(Data records)
-----

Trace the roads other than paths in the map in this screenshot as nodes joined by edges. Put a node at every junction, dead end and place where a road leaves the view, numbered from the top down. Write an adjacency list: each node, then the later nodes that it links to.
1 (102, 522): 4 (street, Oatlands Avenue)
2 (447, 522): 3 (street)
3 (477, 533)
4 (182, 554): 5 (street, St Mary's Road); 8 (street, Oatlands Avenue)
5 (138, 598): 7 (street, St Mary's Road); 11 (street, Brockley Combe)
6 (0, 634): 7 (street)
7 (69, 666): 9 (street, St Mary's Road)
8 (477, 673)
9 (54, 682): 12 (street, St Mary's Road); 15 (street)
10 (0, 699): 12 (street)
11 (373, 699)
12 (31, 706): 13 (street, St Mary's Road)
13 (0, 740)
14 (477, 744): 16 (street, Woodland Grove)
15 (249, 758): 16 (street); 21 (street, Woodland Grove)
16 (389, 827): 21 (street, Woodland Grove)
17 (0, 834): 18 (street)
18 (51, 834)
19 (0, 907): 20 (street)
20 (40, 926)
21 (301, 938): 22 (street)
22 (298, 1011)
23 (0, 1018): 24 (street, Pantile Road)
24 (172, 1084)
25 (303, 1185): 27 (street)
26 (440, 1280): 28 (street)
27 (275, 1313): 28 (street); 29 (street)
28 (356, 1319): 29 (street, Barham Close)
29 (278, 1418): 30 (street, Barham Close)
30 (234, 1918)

-----

All of the entries above must be output word for word.

Trace the roads other than paths in the map in this screenshot as nodes joined by edges. Put a node at every junction, dead end and place where a road leaves the view, numbered from the top down. Write an adjacency list: each node, then the later nodes that it links to.
1 (102, 522): 4 (street, Oatlands Avenue)
2 (447, 522): 3 (street)
3 (477, 533)
4 (182, 554): 5 (street, St Mary's Road); 8 (street, Oatlands Avenue)
5 (138, 598): 7 (street, St Mary's Road); 11 (street, Brockley Combe)
6 (0, 634): 7 (street)
7 (69, 666): 9 (street, St Mary's Road)
8 (477, 673)
9 (54, 682): 12 (street, St Mary's Road); 15 (street)
10 (0, 699): 12 (street)
11 (373, 699)
12 (31, 706): 13 (street, St Mary's Road)
13 (0, 740)
14 (477, 744): 16 (street, Woodland Grove)
15 (249, 758): 16 (street); 21 (street, Woodland Grove)
16 (389, 827): 21 (street, Woodland Grove)
17 (0, 834): 18 (street)
18 (51, 834)
19 (0, 907): 20 (street)
20 (40, 926)
21 (301, 938): 22 (street)
22 (298, 1011)
23 (0, 1018): 24 (street, Pantile Road)
24 (172, 1084)
25 (303, 1185): 27 (street)
26 (440, 1280): 28 (street)
27 (275, 1313): 28 (street); 29 (street)
28 (356, 1319): 29 (street, Barham Close)
29 (278, 1418): 30 (street, Barham Close)
30 (234, 1918)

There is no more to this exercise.